_What this task involves_.
Each line of the data that mentions the string "linear" needs to be identified and copied.

_Data in this exercise_.
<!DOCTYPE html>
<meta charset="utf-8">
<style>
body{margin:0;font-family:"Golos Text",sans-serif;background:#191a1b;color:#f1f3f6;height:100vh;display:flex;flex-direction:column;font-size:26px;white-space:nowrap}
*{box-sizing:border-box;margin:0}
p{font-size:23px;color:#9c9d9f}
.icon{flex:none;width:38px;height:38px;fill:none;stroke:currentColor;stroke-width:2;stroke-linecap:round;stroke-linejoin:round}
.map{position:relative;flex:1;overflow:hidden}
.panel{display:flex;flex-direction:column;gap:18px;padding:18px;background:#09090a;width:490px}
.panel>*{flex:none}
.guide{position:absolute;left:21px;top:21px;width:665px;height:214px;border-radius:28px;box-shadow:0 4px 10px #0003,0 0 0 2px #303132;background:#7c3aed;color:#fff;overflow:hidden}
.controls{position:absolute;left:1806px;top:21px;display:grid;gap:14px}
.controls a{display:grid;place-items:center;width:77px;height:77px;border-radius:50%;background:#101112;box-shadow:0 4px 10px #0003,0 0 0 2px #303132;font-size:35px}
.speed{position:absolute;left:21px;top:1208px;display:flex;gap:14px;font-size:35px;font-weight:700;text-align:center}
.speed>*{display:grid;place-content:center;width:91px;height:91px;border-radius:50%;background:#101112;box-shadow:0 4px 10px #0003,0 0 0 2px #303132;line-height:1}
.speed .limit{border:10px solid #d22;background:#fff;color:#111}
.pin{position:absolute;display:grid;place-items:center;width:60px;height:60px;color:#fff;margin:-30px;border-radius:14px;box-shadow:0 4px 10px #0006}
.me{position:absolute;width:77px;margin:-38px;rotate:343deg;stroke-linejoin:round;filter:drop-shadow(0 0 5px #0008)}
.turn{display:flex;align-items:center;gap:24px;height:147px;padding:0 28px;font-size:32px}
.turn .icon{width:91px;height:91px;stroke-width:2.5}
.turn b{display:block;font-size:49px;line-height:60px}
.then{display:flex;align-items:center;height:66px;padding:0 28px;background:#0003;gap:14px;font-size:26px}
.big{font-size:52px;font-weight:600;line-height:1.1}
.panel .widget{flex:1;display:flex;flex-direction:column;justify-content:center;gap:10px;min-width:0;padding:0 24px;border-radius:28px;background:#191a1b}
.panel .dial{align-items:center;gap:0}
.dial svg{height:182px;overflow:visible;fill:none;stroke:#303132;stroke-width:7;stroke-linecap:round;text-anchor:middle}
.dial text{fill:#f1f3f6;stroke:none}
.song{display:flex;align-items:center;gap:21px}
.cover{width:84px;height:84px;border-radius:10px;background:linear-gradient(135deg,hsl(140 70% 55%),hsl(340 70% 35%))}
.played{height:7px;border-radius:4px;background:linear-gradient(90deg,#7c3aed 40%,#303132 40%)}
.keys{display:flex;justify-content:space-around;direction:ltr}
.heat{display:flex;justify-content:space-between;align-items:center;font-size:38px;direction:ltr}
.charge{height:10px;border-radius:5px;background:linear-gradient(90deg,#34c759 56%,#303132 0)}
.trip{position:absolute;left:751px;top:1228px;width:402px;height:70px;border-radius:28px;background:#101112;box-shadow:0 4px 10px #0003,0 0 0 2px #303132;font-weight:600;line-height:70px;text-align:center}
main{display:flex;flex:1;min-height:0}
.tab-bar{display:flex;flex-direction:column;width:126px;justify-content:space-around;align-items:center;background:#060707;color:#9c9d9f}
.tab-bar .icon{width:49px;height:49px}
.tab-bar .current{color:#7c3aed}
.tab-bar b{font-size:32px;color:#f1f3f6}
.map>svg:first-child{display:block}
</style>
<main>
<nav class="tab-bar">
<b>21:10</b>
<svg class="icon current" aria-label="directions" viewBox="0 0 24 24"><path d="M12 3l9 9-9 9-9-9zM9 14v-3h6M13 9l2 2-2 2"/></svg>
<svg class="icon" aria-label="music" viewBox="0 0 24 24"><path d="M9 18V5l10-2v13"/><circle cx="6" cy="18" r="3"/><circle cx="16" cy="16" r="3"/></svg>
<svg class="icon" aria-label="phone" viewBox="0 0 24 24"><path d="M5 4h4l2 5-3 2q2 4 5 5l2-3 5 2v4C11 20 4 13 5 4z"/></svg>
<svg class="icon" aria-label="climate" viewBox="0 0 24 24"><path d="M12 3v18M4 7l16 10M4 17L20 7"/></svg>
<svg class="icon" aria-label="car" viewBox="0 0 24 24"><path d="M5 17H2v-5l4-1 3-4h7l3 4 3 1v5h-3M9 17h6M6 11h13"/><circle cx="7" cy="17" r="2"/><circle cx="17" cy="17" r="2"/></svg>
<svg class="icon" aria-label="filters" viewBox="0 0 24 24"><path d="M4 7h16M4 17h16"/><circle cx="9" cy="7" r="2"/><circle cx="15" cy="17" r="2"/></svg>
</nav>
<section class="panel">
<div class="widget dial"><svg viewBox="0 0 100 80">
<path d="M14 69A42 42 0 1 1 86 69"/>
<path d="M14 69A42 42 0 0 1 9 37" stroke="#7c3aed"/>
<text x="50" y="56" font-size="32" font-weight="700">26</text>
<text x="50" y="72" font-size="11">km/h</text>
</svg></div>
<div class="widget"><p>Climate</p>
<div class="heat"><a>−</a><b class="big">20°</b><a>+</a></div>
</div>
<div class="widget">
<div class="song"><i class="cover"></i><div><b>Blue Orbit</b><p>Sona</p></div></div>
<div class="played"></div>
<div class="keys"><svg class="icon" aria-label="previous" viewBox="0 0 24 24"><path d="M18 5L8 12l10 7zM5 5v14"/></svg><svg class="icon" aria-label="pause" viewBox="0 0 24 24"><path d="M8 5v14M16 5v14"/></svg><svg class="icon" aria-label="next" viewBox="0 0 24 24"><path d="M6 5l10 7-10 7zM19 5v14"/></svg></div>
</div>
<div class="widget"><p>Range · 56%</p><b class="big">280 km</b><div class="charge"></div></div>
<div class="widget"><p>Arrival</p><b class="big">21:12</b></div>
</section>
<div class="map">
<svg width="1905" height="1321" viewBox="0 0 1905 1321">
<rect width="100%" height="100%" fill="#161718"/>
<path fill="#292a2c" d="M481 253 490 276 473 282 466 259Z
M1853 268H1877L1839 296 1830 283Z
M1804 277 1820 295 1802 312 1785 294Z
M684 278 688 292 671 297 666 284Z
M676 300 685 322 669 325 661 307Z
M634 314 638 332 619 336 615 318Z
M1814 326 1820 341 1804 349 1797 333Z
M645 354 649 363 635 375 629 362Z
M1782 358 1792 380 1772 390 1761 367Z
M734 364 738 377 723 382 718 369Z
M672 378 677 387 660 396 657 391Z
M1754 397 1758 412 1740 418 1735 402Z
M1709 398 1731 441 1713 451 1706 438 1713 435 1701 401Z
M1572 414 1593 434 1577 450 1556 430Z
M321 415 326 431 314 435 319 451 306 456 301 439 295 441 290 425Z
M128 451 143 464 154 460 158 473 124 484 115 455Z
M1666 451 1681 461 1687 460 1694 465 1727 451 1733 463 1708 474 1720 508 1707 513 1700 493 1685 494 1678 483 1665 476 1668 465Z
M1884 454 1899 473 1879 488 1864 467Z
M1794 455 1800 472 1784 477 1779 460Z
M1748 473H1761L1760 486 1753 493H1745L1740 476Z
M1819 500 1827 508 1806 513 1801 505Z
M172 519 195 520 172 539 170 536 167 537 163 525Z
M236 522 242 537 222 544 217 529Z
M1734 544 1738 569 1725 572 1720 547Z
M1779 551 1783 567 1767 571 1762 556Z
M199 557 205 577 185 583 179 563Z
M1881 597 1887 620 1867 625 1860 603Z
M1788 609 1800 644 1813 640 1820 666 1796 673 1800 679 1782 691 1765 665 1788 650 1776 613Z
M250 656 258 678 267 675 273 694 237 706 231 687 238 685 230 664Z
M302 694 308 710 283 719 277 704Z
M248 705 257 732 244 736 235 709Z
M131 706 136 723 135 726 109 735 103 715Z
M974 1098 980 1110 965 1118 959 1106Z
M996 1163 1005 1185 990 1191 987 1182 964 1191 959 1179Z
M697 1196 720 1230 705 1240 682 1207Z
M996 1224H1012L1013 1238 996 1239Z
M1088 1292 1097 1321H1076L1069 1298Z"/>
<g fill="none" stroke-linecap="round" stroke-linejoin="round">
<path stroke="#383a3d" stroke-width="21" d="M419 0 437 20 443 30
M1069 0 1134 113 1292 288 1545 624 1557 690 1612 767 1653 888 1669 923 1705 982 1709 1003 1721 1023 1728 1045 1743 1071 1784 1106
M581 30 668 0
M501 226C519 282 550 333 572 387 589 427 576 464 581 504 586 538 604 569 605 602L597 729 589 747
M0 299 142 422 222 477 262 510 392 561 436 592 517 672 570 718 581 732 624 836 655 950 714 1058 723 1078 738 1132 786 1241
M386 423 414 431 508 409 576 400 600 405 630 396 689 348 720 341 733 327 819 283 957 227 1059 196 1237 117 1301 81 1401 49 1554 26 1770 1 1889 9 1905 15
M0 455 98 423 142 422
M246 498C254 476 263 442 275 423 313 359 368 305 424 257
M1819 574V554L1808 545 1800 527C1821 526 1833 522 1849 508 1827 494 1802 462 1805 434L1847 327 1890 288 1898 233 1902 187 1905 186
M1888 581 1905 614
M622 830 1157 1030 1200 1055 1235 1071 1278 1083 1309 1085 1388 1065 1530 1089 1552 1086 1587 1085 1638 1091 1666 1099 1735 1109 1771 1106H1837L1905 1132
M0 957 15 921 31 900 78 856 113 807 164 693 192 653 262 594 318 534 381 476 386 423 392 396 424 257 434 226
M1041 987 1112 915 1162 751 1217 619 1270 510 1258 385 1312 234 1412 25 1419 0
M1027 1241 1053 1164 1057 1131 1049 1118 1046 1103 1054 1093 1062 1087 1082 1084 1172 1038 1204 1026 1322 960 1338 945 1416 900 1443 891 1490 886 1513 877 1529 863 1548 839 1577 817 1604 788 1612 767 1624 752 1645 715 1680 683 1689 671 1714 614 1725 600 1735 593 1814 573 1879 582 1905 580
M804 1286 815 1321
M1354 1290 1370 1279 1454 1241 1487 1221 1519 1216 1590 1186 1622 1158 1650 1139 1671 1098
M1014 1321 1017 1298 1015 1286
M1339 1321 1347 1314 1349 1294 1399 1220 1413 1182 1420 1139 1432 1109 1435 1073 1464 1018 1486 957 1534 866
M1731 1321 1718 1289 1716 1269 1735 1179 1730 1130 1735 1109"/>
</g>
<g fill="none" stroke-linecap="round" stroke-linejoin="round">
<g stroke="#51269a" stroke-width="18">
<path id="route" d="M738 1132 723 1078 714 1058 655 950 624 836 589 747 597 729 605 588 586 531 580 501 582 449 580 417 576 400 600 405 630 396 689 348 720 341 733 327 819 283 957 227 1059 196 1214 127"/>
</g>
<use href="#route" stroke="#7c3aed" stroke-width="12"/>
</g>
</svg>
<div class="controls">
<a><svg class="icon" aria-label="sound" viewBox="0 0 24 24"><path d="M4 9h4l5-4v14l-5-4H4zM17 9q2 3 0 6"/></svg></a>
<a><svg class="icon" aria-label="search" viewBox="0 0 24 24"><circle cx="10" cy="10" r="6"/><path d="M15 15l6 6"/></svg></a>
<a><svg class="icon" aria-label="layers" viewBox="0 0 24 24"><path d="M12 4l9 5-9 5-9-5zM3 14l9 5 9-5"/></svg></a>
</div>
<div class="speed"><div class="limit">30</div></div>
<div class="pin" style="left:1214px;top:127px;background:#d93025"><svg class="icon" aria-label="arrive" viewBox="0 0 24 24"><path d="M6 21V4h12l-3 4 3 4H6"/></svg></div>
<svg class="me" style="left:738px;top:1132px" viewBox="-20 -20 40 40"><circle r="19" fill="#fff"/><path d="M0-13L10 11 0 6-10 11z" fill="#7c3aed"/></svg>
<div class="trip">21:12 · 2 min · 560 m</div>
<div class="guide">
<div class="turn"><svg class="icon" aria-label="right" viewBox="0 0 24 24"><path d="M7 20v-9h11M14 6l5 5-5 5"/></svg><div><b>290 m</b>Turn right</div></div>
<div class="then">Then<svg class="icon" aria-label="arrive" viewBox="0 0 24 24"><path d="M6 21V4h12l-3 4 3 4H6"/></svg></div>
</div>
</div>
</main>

_Solved problem_.
.cover{width:84px;height:84px;border-radius:10px;background:linear-gradient(135deg,hsl(140 70% 55%),hsl(340 70% 35%))}
.played{height:7px;border-radius:4px;background:linear-gradient(90deg,#7c3aed 40%,#303132 40%)}
.charge{height:10px;border-radius:5px;background:linear-gradient(90deg,#34c759 56%,#303132 0)}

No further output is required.